Revenge boiled in his blood, etc.
He wanted their head(s), etc.
Threats were made, social conventions were thwarted, police dept.s were given additional headaches, silver bullets were bought.
I wasn’t quite sure what the significance of the silver bullets was. Maybe the nerve agent fucked up his brain, too; maybe Draco thought he had been attacked by a werewolf. It certainly was a hell of a strange way to make a statement, if indeed that was all he was trying to do.
Tabun, called GA by those “in the know,” has a slightly fruity smell, but by the time it’s concentrated enough for you to smell it, you might be dead. Which would probably mean that you couldn’t smell it anyway, so you shouldn’t go by that.

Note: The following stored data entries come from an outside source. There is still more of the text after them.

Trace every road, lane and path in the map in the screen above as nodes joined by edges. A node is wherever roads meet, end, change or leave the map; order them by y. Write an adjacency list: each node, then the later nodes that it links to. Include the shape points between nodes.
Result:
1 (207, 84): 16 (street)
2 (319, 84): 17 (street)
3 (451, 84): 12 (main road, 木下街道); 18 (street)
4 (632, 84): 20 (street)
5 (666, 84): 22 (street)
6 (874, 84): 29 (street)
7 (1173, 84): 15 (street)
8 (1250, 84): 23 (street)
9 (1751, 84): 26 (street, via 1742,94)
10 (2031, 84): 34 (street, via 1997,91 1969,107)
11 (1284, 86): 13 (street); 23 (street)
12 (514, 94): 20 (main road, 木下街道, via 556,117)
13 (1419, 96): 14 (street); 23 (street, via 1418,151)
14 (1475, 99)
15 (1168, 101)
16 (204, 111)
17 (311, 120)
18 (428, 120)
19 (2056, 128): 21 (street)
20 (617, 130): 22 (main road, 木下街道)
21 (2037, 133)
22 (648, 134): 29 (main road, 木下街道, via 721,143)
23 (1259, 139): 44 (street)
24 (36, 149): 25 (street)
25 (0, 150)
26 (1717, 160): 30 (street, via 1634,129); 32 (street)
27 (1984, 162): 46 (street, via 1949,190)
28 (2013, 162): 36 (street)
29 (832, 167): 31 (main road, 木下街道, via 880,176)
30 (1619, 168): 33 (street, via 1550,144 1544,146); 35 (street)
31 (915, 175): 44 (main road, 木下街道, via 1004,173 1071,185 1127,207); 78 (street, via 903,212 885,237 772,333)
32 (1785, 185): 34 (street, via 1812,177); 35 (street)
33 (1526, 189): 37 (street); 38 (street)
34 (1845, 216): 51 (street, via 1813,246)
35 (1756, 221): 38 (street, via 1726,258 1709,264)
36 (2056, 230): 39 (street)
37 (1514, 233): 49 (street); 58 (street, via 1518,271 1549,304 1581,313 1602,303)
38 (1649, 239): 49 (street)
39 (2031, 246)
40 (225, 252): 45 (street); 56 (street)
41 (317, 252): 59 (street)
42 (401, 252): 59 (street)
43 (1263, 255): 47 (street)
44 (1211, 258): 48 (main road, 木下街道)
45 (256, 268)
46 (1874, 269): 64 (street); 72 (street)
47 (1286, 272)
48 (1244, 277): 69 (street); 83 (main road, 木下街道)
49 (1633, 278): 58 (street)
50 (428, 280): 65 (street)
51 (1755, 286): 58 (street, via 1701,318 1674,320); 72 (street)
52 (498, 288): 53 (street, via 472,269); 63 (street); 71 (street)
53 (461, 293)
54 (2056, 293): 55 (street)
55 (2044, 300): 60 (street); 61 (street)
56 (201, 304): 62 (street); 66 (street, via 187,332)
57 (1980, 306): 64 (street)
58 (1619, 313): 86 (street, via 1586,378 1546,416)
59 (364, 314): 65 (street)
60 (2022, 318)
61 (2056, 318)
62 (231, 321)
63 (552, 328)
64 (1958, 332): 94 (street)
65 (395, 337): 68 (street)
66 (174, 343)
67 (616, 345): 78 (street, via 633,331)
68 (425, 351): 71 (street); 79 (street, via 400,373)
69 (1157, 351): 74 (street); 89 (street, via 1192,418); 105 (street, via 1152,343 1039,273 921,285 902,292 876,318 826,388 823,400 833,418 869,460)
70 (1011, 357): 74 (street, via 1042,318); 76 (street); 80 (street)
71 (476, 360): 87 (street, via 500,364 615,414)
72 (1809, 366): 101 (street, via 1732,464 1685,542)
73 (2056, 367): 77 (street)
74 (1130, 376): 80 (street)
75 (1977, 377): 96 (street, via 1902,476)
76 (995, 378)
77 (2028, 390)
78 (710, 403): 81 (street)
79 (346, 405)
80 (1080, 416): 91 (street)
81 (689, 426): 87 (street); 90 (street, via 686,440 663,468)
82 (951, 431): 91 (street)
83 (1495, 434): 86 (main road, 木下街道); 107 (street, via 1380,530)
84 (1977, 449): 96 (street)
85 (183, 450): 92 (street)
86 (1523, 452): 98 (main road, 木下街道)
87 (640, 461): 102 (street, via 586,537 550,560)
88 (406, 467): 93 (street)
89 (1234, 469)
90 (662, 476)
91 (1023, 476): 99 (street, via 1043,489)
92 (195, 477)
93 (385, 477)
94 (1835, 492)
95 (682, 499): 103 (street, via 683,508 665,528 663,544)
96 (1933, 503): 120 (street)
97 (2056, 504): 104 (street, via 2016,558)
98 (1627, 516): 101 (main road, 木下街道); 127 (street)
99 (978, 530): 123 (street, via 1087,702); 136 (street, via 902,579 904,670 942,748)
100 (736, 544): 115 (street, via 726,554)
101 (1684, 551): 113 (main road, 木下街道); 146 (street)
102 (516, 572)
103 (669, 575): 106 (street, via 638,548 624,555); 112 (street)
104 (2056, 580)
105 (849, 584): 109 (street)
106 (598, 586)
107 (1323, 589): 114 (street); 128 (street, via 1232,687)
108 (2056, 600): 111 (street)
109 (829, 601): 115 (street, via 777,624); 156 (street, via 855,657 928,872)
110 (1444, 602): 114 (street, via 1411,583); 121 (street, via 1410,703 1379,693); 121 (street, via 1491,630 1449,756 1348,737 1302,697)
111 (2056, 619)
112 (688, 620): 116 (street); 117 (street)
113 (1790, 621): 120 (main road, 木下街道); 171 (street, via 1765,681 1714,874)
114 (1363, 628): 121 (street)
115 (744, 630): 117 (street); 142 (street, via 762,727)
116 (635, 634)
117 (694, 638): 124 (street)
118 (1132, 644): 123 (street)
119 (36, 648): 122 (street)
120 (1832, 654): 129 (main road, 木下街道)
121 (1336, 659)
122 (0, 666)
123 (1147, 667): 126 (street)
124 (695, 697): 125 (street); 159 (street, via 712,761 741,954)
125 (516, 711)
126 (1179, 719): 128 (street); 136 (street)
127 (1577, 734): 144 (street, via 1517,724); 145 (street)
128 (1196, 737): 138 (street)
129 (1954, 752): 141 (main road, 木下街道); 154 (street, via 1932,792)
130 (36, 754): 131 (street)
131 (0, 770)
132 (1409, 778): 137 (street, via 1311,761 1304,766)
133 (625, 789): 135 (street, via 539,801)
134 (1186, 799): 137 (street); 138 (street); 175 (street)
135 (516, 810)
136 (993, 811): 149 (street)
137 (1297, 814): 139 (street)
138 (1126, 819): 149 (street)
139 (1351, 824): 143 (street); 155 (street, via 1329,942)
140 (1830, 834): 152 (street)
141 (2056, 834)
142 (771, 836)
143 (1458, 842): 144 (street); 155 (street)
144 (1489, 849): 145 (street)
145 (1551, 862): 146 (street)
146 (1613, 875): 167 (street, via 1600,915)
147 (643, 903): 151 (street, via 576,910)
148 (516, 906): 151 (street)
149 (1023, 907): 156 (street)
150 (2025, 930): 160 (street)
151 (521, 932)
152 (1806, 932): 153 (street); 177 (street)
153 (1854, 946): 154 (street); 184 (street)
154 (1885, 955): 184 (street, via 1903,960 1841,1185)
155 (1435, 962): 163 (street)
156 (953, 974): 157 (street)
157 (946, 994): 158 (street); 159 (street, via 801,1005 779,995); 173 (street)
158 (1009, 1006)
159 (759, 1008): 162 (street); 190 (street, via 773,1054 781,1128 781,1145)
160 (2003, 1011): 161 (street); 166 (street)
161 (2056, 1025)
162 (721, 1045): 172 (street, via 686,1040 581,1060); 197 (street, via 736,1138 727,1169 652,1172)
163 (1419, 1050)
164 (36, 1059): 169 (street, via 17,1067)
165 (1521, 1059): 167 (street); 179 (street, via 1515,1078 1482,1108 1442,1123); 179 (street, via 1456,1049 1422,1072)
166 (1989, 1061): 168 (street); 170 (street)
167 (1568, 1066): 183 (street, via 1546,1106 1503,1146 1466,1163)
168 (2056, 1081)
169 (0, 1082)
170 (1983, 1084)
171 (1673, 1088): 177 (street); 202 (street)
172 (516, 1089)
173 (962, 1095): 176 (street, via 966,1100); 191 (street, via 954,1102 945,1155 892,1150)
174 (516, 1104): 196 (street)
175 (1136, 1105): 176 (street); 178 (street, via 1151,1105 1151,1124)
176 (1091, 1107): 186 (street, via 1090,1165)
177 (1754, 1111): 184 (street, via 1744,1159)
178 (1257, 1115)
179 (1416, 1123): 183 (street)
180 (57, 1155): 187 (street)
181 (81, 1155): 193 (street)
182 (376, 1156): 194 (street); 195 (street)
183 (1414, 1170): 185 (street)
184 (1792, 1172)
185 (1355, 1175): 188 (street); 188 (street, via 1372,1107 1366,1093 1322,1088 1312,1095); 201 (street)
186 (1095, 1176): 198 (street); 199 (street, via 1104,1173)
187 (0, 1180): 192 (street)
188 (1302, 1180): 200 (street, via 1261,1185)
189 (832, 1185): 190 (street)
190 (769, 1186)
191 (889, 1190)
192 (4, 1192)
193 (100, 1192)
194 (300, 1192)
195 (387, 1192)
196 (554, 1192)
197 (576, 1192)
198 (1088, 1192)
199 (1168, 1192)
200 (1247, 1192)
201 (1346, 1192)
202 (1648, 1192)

It fucks you up, big time.
It’s a miracle, really, that Draco didn’t die. (The assumption here being that the Draco on TV is not some posthumous stunt-double.) People with mild to moderate exposure to the stuff can probably expect complete recovery, given enough time—say, six months or so. But people with severe exposures, people with the kind of repeated seizures that Draco experienced; they’re lucky to be alive at all, and it’s not terribly surprising when you find out their CNS has been irreparably disturbed in an entirely unwholesome way.
Signs you’ve been exposed to a nerve agent? Here are a few: vomiting, diarrhea, cramping. Here are some more: you start sweating like hell, you feel your heart pounding like you’ve just run a marathon, you shit your pants. Suddenly your vision becomes blurry, you get a splitting headache, you feel a wrenching pain in your abdomen. You can’t think straight. You forget exactly where you are; you’re nervous, tired, you try to speak and you can’t, your speech is slurred.
When they found Draco, he was flopping wildly about in the front yard of his house—to use the words of would-be fianc?e Danika Brewer, “like an acephalous broiler.”